The anthology opens with one of the strongest stories. “Mister Pockets” by Jonathan Maberry is set is his PINE DEEP universe, several years after the events of the trilogy that launched Maberry’s career (Ghost Road Blues, Dead Man’s Song and Bad Moon Rising; it’s a good trilogy, and I recommend it). Lefty Horrigan is so named because his father wants him to be a baseball player, and he somehow thinks that naming his kid “Lefty” will do the trick. But Lefty hates baseball, and he hates his stupid name. He’s twelve and fat, but isn’t bullied about it; in farm county, which is where Pine Deep is, being fat is no barrier to doing a hard day’s work on a tractor or in a milking shed. One thing Lefty has is a big heart.

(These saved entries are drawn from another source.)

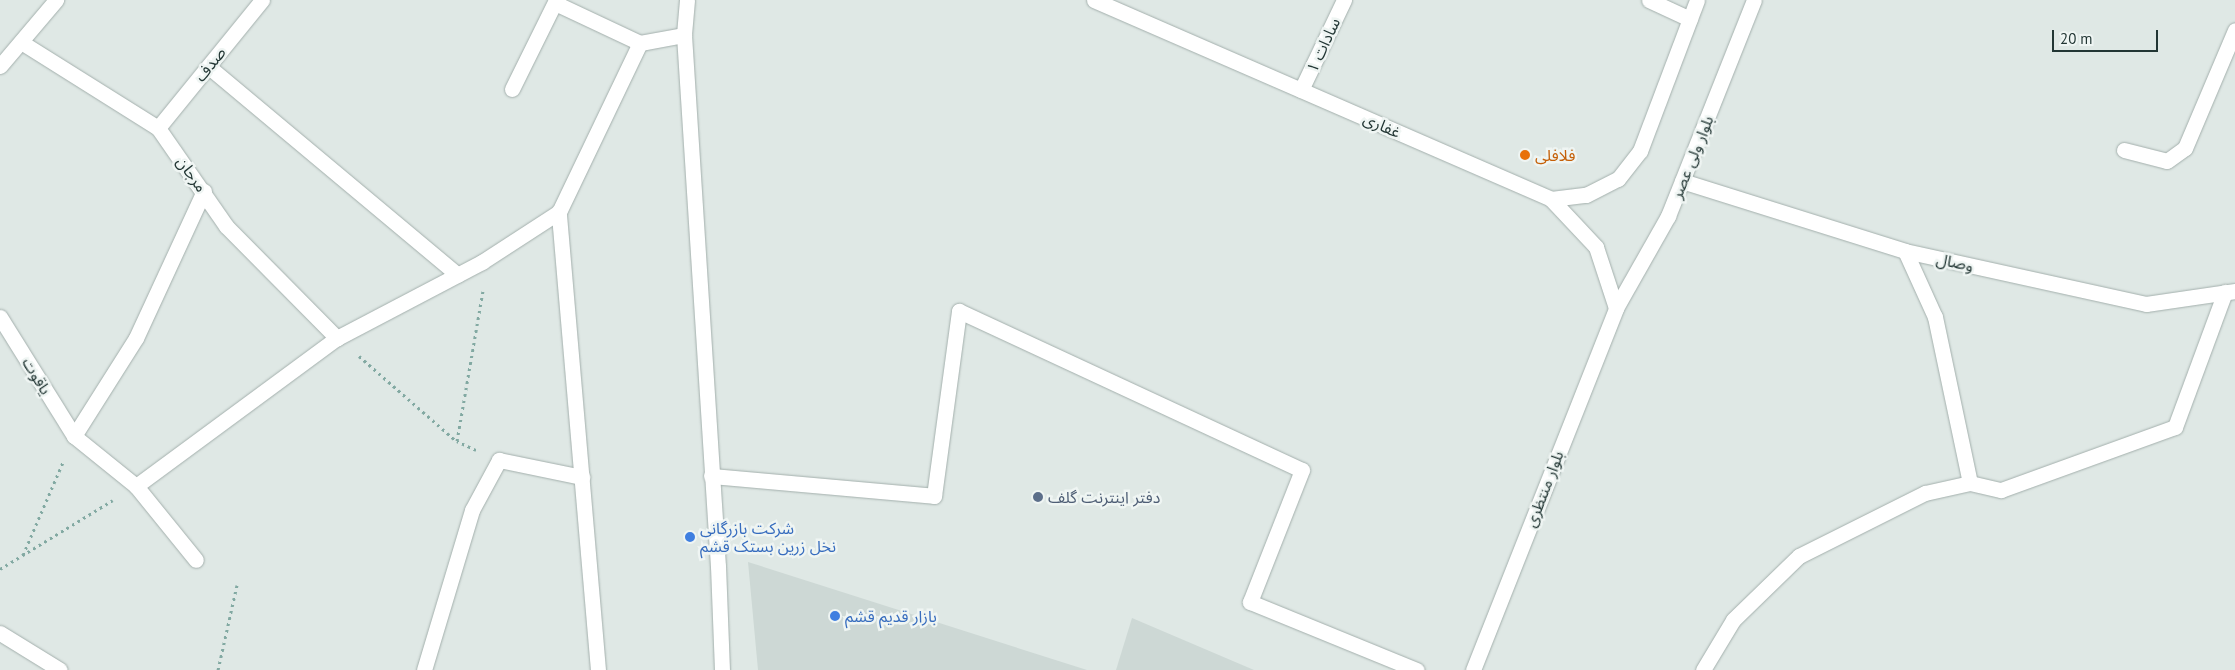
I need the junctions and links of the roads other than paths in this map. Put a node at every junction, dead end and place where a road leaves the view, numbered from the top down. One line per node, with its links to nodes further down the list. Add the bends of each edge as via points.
1 (56, 0): 13 (street)
2 (262, 0): 16 (street, صدف)
3 (687, 0): 12 (street)
4 (1094, 0): 18 (street, غفاری)
5 (1344, 0): 18 (street, سادات ۱)
6 (1649, 0): 10 (street)
7 (1697, 0): 10 (street)
8 (1754, 0): 21 (street, بلوار ولی عصر)
9 (555, 2): 14 (street); 17 (street)
10 (1690, 18): 23 (street, via 1640,152 1618,178 1602,187 1586,195)
11 (2235, 30): 20 (street, via 2185,148 2167,161)
12 (684, 35): 14 (street); 32 (street)
13 (21, 42): 15 (street); 19 (street, مرجان)
14 (640, 43): 24 (street)
15 (0, 66)
16 (208, 67): 19 (street, صدف); 26 (street)
17 (512, 89)
18 (1302, 90): 23 (street, غفاری)
19 (158, 128): 22 (street, مرجان)
20 (2124, 150)
21 (1682, 180): 25 (street, وصال); 28 (street, بلوار ولی عصر, via 1668,216)
22 (204, 191): 30 (street, مرجان, via 226,226); 31 (street, via 136,338)
23 (1551, 199): 28 (street, غفاری, via 1596,246)
24 (559, 212): 26 (street); 33 (street)
25 (1905, 251): 27 (street, وصال, via 2146,304); 34 (street, via 1935,317)
26 (458, 275): 30 (street)
27 (2230, 291): 34 (street, via 2176,427 2001,490)
28 (1616, 308): 43 (street, بلوار منتظری)
29 (0, 317): 31 (street, یاقوت)
30 (337, 338): 35 (street)
31 (74, 436): 35 (street, یاقوت)
32 (711, 476): 41 (street); 42 (street, via 934,496 959,311 1302,470 1250,602)
33 (582, 478): 39 (street, via 499,460 472,510); 40 (street)
34 (1970, 483): 44 (street, via 1926,493 1799,556 1733,620)
35 (136, 486): 36 (street, یاقوت)
36 (196, 560)
37 (0, 633): 38 (street)
38 (60, 670)
39 (424, 670)
40 (598, 670)
41 (722, 670)
42 (1417, 670)
43 (1473, 670)
44 (1703, 670)

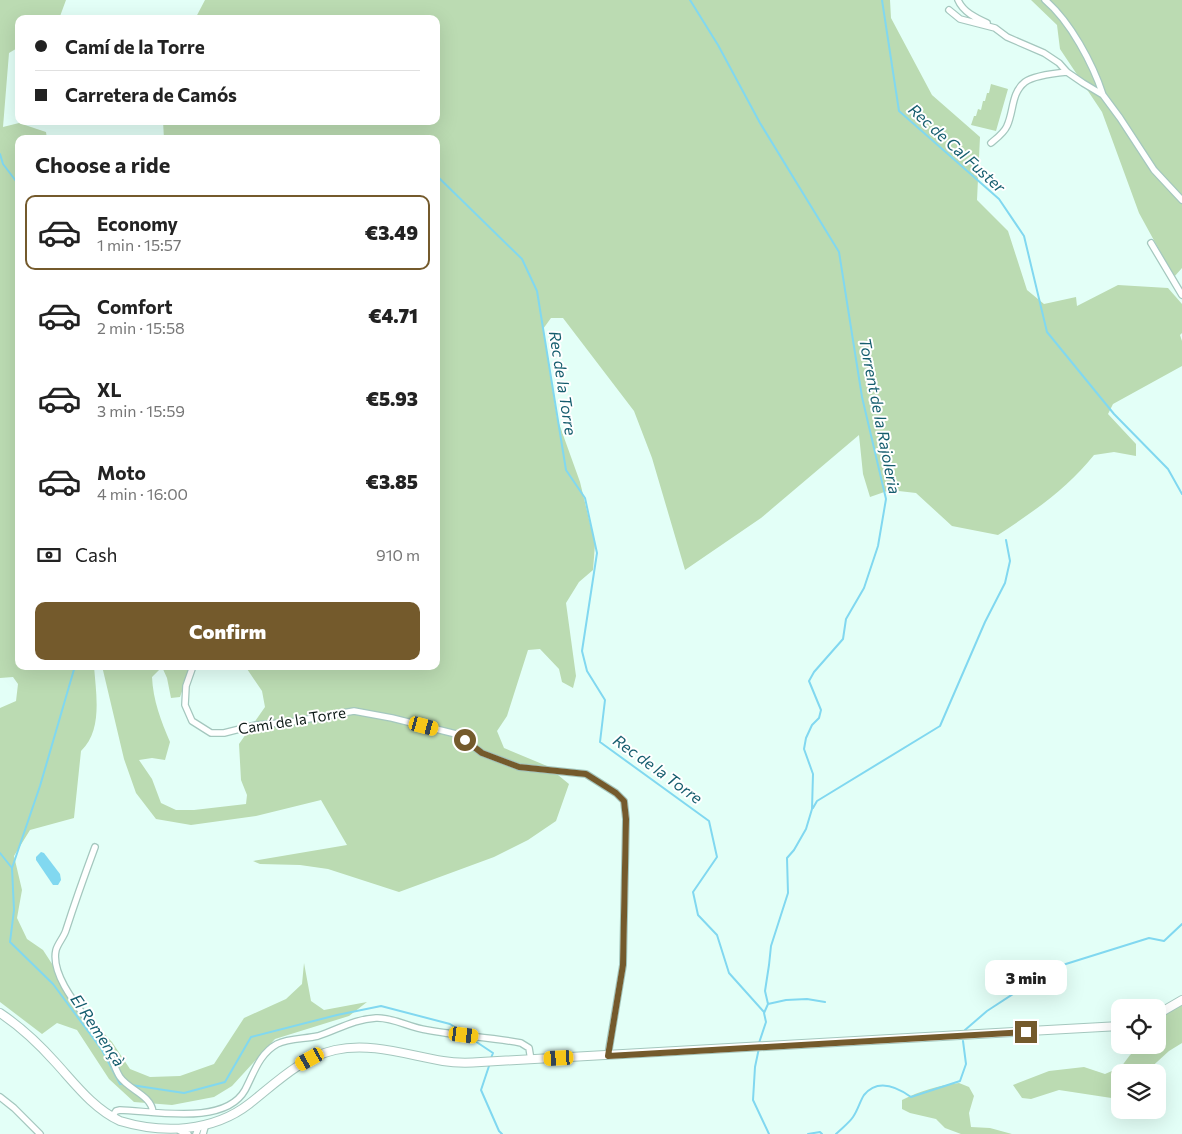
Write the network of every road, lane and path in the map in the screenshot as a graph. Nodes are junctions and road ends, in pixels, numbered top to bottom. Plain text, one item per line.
1 (958, 0) edge
2 (1045, 0) edge
3 (948, 10) dead end
4 (995, 28) junction
5 (1067, 72) junction
6 (1103, 95) junction
7 (991, 143) dead end
8 (1182, 200) edge
9 (1151, 244) dead end
10 (1182, 295) edge
11 (192, 670) dead end
12 (95, 847) dead end
13 (1182, 1000) edge
14 (1166, 1009) edge
15 (0, 1013) edge
16 (1111, 1027) edge
17 (608, 1056) junction
18 (526, 1060) junction
19 (0, 1098) edge
20 (132, 1110) junction
21 (153, 1112) junction
22 (112, 1117) junction
23 (125, 1123) junction
24 (200, 1131) edge
25 (184, 1133) edge
26 (40, 1134) edge

1 - 4 street
2 - 6 street
3 - 4 street
4 - 5 street
5 - 6 street
5 - 7 street
6 - 8 street
9 - 10 street
11 - 17 street, Camí de la Torre
12 - 21 street
13 - 14 street
15 - 22 street
16 - 17 street
17 - 18 street
18 - 21 street
18 - 24 street
19 - 26 street
20 - 21 street
20 - 22 street
20 - 23 street
22 - 23 street
23 - 25 street
24 - 25 street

One day he gives a candy bar to the hobo called Mr. Pockets, who reacts rather oddly to the gift. It frightens Lefty, though he’s not really sure why. But Lefty has just made the smartest move of his short life, as he finds in an afternoon that he will never forget.
The tale that will probably stay with me the longest is “The Weight of Paradise” by Jeff Hemenway. Sophie is a brilliant scientist who has discovered a cure for — well, for death, really. It seems like the treatment she’s come up with will treat anything, will make disease irrelevant. There’s a lot of testing to be done yet, but Sophie can’t wait, because her lover, Alfie, is dying of leukemia. Rather than wait, because waiting will simply mean that Alfie dies before her new drug is available, Sophie injects Alfie. And it works. It’s not that he’s cured, exactly, but his metabolism has slowed down so dramatically that the disease is no longer killing him, and never will. In fact, he’ll never die. And neither will she, because she’s given herself a hefty shot, too. It’s only six months later that the drawback to the drug becomes apparent, an unbearable agony, pain akin to withdrawal but much worse. The only way one to stop it is to make a new convert, and then inject their blood immediately after the conversion into oneself. The consequences are obvious if one does a little arithmetic. But it gets worse. What does an absence of death really mean? Think about being in an accident and breaking everything but being unable to die. Hemenway has thought about it, at length, and the result is a chilling story that makes me surprisingly glad that immortality is not yet an option.
There are plenty of good stories here to keep you awake at night. In “Second Opinion,” Ray Garton tells a story of writer’s block that outdoes anything I’ve ever read on the theme. The first sentence gives you an idea of the horrors that await: “Do you know what it’s like to cut up your best friend with a hacksaw?” “Scrap” by David A. Riley is a long story about a haunted subdivision in an English town. Jonathan Balog’s adolescent hero bargains with a troll for some help with a bully in “The Troll,” but finds that the price for revenge is higher than the troll described. Charles Austin Muir tells a dark tale about “Thanatos Park,” an abandoned housing project that is now home to a fungus one would rather not breathe. And while those are the highlights, there really isn’t a clunker in this anthology; each story will turn your blood to ice.